Task brief:
Would you please copy each line below that includes the string "Avenue"?

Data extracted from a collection

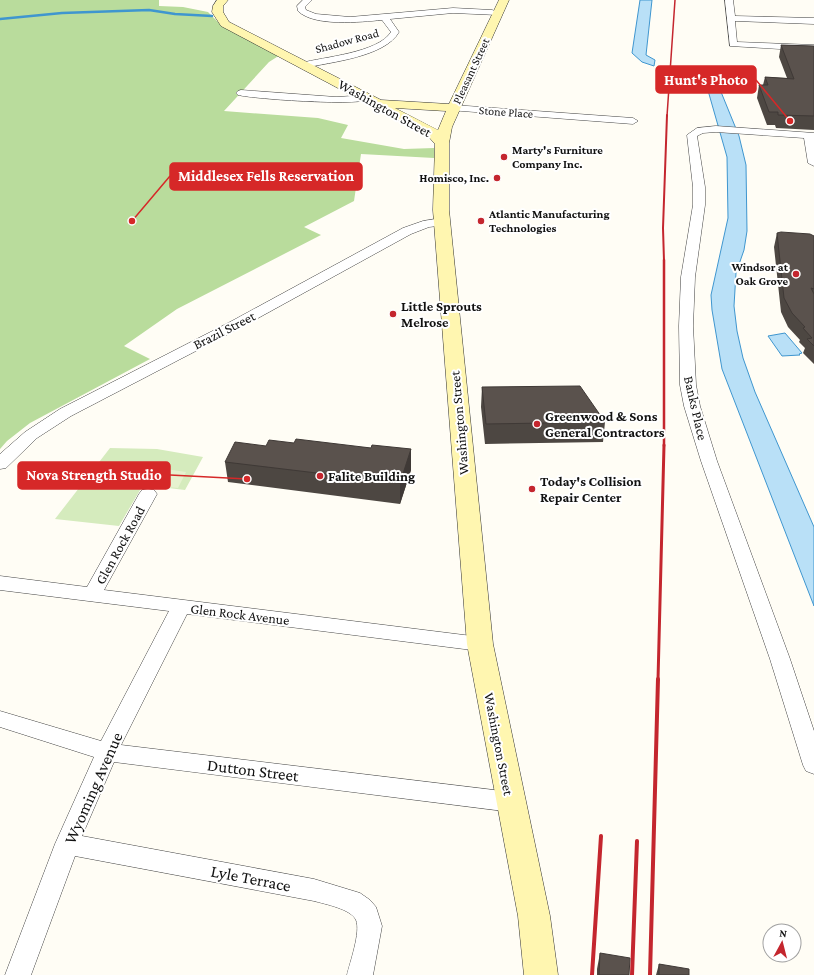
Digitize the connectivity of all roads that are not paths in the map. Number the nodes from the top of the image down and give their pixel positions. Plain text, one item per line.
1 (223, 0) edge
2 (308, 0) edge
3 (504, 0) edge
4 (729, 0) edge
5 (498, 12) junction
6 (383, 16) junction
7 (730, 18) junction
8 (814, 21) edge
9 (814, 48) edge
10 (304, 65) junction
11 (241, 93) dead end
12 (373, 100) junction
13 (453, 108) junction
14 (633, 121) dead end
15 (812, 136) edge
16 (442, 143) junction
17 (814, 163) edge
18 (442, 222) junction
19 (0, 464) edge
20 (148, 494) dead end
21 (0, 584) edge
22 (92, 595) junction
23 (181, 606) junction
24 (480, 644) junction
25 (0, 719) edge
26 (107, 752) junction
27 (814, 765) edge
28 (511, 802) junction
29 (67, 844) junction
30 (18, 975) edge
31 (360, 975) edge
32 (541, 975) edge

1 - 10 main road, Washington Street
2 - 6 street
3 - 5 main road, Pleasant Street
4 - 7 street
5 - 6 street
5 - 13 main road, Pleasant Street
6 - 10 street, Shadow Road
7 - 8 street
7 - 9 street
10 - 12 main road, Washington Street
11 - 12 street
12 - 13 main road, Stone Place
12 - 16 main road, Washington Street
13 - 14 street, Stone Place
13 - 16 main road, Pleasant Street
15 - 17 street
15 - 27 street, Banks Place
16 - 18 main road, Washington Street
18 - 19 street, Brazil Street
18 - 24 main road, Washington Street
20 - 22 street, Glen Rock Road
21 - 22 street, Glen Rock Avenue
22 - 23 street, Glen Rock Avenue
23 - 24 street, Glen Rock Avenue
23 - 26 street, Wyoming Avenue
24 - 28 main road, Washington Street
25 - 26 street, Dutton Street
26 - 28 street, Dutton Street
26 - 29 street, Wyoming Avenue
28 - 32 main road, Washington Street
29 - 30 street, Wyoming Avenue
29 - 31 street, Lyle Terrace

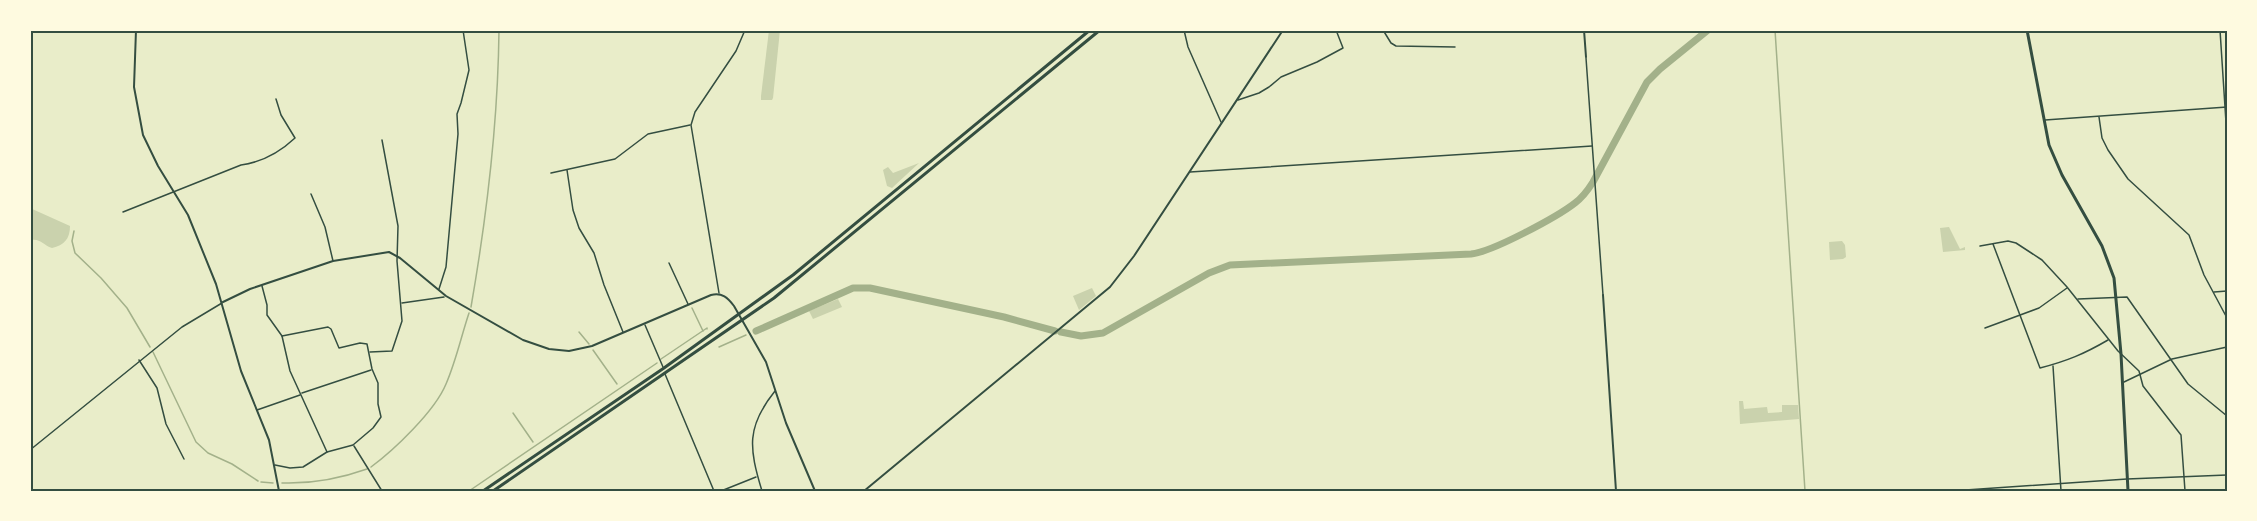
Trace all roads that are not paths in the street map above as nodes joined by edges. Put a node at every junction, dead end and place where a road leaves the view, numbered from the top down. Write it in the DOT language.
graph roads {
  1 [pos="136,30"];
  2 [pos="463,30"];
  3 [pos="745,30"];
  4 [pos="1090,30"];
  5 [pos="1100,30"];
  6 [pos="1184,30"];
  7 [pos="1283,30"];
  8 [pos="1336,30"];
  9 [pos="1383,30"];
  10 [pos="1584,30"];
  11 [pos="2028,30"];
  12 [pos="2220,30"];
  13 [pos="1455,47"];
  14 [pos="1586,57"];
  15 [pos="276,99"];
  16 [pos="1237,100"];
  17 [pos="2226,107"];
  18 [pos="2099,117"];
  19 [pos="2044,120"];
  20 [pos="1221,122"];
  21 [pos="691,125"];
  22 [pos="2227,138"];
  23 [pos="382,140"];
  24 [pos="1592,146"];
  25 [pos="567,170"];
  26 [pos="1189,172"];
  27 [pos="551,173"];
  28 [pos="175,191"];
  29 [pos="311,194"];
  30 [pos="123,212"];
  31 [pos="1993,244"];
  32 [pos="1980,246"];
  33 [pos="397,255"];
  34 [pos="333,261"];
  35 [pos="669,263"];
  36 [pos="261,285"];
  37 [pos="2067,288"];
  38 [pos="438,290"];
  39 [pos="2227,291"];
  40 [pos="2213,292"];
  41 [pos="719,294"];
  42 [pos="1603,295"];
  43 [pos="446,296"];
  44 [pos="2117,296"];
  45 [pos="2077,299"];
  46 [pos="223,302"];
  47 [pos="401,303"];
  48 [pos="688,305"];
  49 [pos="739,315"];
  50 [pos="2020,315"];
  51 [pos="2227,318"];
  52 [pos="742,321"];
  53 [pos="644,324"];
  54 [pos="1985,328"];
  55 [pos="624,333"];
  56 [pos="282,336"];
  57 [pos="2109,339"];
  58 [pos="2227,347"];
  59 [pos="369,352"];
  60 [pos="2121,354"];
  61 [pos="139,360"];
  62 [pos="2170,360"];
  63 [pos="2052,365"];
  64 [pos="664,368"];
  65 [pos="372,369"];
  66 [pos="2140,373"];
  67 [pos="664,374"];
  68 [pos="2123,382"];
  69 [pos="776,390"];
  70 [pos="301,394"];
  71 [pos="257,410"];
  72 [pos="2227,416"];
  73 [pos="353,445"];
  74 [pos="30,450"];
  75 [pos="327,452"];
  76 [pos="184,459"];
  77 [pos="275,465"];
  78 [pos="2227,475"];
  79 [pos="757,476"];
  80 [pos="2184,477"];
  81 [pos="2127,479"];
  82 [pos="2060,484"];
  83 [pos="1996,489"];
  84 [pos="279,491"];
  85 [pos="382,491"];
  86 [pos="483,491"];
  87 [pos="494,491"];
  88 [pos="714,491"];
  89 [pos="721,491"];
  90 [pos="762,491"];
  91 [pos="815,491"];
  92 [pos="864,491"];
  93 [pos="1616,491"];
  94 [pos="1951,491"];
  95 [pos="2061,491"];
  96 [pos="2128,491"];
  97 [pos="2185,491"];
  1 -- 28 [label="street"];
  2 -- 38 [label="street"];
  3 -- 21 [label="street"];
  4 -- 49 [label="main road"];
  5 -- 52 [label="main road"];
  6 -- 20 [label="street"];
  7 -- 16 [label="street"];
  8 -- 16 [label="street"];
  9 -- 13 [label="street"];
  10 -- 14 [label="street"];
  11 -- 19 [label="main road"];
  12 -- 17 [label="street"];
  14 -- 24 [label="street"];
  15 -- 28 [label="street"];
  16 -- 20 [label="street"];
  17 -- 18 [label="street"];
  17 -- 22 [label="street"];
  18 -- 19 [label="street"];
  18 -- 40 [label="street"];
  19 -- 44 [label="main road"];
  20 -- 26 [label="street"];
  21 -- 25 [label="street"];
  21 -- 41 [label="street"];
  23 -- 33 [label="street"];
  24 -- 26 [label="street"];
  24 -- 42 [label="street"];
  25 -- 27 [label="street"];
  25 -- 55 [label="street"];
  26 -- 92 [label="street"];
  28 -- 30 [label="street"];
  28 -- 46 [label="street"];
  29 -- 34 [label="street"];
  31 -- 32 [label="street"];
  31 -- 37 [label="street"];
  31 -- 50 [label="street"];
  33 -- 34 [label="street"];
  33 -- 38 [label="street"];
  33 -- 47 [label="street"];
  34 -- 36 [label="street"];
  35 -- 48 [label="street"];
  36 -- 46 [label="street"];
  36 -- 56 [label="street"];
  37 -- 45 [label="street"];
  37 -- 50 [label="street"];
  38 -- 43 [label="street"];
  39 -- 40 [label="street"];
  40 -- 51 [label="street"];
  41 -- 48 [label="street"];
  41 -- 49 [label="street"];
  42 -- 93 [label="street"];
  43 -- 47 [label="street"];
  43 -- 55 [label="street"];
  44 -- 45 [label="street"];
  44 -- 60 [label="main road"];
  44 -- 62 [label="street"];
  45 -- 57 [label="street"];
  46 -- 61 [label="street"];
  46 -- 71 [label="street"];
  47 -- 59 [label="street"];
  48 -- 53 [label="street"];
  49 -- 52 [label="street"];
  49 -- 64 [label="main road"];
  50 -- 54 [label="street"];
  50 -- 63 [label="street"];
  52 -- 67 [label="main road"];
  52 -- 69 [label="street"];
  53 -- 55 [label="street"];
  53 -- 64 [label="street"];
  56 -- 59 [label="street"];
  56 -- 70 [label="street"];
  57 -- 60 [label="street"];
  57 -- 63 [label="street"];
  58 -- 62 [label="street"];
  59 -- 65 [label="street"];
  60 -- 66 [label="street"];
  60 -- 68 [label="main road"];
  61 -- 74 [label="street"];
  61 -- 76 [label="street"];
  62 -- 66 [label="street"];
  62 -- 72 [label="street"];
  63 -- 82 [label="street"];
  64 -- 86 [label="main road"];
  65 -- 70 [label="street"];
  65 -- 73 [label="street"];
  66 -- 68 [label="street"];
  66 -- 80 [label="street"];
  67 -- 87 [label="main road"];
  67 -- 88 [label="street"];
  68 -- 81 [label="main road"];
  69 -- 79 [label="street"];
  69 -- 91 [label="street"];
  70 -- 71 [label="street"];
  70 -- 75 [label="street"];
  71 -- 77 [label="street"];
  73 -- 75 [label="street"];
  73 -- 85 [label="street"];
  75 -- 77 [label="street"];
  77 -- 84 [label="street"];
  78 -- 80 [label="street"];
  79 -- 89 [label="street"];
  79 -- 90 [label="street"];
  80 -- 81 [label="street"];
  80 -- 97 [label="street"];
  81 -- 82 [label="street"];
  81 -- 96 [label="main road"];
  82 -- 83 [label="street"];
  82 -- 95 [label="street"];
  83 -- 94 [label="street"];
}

Task output:
21 - 22 street, Glen Rock Avenue
22 - 23 street, Glen Rock Avenue
23 - 24 street, Glen Rock Avenue
23 - 26 street, Wyoming Avenue
26 - 29 street, Wyoming Avenue
29 - 30 street, Wyoming Avenue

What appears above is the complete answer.